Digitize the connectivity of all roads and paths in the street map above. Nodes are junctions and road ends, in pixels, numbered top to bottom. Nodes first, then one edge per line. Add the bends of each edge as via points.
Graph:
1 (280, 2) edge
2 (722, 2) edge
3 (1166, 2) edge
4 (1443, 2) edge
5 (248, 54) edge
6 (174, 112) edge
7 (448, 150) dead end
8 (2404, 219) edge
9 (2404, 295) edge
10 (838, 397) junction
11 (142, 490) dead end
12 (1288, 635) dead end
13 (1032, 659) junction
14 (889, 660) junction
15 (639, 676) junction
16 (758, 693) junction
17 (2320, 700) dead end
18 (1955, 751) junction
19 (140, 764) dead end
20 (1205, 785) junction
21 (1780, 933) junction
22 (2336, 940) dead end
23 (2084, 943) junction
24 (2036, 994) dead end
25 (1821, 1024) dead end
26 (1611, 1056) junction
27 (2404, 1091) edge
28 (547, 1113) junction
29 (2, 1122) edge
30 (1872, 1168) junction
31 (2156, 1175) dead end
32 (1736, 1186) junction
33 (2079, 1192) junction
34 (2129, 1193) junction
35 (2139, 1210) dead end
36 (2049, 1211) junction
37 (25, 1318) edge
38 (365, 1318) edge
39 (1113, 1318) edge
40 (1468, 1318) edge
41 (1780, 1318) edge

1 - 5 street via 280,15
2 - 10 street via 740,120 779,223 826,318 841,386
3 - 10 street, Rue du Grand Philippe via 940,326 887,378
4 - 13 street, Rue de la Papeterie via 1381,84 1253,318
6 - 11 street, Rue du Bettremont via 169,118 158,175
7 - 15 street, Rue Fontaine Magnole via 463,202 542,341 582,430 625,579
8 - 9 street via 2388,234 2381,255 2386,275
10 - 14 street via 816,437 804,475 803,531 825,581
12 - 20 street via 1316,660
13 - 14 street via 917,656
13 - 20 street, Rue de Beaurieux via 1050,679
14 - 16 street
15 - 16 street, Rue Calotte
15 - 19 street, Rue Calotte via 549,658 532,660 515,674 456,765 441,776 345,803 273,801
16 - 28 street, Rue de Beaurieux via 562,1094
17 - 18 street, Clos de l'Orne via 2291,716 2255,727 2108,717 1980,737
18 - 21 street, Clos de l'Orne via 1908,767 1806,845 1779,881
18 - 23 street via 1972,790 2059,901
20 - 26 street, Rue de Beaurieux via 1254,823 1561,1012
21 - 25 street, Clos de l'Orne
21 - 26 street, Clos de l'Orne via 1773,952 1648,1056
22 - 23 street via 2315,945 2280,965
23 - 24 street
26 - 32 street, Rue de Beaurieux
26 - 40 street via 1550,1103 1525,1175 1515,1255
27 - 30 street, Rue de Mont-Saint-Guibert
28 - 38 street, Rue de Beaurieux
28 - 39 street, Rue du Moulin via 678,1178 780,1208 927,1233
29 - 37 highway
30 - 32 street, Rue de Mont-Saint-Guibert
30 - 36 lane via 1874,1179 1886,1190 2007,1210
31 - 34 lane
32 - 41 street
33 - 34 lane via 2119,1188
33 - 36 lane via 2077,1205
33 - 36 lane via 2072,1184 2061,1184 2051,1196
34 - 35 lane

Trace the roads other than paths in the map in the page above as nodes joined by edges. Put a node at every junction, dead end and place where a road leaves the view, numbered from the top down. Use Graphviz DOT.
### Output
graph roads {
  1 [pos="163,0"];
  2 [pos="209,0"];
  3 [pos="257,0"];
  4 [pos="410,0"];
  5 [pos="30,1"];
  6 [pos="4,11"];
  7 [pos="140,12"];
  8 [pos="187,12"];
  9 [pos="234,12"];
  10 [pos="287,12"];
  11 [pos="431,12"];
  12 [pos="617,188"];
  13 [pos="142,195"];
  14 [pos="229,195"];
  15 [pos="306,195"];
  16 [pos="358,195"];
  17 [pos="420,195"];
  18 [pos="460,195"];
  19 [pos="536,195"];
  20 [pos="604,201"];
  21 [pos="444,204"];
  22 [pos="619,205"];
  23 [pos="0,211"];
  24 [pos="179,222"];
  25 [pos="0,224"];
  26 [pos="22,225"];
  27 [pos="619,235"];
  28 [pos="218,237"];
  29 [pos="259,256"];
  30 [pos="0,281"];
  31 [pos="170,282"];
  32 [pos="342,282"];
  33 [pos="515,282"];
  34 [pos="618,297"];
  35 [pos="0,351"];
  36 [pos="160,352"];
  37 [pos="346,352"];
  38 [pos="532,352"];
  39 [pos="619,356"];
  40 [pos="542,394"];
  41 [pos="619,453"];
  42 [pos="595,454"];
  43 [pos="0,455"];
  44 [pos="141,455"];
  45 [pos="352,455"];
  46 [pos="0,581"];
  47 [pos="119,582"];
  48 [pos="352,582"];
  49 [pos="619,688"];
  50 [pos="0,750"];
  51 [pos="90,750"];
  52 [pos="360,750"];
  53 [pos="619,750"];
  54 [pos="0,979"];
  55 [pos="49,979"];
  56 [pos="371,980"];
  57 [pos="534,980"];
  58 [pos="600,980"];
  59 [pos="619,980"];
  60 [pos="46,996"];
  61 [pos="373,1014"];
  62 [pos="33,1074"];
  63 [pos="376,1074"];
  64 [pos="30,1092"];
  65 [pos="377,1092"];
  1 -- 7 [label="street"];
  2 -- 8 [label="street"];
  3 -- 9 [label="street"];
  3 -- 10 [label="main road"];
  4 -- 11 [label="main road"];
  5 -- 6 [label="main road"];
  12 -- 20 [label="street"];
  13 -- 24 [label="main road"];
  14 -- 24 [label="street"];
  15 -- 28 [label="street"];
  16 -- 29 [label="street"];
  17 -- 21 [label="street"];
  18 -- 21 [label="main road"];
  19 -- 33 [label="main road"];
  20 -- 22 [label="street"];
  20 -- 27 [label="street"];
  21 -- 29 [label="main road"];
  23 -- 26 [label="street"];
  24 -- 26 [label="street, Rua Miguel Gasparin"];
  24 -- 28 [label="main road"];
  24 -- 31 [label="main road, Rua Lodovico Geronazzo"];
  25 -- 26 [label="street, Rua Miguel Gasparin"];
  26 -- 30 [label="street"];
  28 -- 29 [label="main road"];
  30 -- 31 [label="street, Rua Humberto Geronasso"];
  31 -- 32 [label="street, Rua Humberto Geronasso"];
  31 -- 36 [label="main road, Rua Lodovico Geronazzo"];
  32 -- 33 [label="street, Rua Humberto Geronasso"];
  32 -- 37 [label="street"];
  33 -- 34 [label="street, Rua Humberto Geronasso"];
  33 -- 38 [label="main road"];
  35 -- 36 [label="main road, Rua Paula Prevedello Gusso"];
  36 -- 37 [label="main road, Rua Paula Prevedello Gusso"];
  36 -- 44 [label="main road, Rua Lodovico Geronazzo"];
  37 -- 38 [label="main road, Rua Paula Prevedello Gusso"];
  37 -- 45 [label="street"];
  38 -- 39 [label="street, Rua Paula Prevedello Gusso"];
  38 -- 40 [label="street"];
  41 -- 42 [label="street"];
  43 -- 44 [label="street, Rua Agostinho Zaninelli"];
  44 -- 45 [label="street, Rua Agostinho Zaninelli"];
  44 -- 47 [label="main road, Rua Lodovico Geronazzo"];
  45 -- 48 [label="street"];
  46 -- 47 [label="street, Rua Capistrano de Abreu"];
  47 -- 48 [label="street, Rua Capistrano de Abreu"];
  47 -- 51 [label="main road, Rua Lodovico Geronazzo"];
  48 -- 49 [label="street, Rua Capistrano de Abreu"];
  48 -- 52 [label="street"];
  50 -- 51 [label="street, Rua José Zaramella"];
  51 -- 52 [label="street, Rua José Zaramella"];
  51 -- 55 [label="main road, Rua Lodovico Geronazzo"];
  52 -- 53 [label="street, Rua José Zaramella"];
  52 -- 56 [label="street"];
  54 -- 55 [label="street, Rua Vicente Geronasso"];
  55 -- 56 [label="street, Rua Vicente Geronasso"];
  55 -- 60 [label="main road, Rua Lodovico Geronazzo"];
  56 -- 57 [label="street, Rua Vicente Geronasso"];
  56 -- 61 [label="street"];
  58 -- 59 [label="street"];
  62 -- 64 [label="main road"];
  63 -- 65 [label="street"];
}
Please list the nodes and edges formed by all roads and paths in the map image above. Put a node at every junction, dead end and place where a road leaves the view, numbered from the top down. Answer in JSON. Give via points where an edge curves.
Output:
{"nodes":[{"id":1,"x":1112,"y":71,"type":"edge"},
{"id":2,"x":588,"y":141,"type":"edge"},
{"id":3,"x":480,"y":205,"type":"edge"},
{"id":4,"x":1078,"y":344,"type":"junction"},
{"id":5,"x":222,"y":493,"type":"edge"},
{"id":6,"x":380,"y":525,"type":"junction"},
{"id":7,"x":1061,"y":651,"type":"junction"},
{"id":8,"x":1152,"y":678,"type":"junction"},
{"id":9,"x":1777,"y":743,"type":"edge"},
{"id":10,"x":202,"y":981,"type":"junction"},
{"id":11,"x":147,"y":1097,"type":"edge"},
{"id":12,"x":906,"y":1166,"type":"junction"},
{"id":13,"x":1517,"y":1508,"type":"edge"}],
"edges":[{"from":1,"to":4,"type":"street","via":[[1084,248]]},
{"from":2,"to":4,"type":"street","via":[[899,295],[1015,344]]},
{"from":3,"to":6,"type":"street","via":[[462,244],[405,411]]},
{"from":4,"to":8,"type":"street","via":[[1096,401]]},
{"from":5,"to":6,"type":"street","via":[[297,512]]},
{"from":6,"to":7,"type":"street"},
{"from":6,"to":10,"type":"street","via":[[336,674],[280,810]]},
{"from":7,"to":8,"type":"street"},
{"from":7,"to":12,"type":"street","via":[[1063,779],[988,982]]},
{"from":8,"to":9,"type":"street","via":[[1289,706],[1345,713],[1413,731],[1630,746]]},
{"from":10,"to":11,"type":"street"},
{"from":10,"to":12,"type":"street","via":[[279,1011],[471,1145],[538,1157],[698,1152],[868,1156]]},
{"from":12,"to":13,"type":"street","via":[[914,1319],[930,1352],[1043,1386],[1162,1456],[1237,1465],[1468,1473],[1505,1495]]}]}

^^^^^^^^

▶ **Task brief**
A word-for-word restatement of the records above from the line containing "Please list the" to their final line is all the answer should hold.

▶ **Solution to this task**
Please list the nodes and edges formed by all roads and paths in the map image above. Put a node at every junction, dead end and place where a road leaves the view, numbered from the top down. Answer in JSON. Give via points where an edge curves.
Output:
{"nodes":[{"id":1,"x":1112,"y":71,"type":"edge"},
{"id":2,"x":588,"y":141,"type":"edge"},
{"id":3,"x":480,"y":205,"type":"edge"},
{"id":4,"x":1078,"y":344,"type":"junction"},
{"id":5,"x":222,"y":493,"type":"edge"},
{"id":6,"x":380,"y":525,"type":"junction"},
{"id":7,"x":1061,"y":651,"type":"junction"},
{"id":8,"x":1152,"y":678,"type":"junction"},
{"id":9,"x":1777,"y":743,"type":"edge"},
{"id":10,"x":202,"y":981,"type":"junction"},
{"id":11,"x":147,"y":1097,"type":"edge"},
{"id":12,"x":906,"y":1166,"type":"junction"},
{"id":13,"x":1517,"y":1508,"type":"edge"}],
"edges":[{"from":1,"to":4,"type":"street","via":[[1084,248]]},
{"from":2,"to":4,"type":"street","via":[[899,295],[1015,344]]},
{"from":3,"to":6,"type":"street","via":[[462,244],[405,411]]},
{"from":4,"to":8,"type":"street","via":[[1096,401]]},
{"from":5,"to":6,"type":"street","via":[[297,512]]},
{"from":6,"to":7,"type":"street"},
{"from":6,"to":10,"type":"street","via":[[336,674],[280,810]]},
{"from":7,"to":8,"type":"street"},
{"from":7,"to":12,"type":"street","via":[[1063,779],[988,982]]},
{"from":8,"to":9,"type":"street","via":[[1289,706],[1345,713],[1413,731],[1630,746]]},
{"from":10,"to":11,"type":"street"},
{"from":10,"to":12,"type":"street","via":[[279,1011],[471,1145],[538,1157],[698,1152],[868,1156]]},
{"from":12,"to":13,"type":"street","via":[[914,1319],[930,1352],[1043,1386],[1162,1456],[1237,1465],[1468,1473],[1505,1495]]}]}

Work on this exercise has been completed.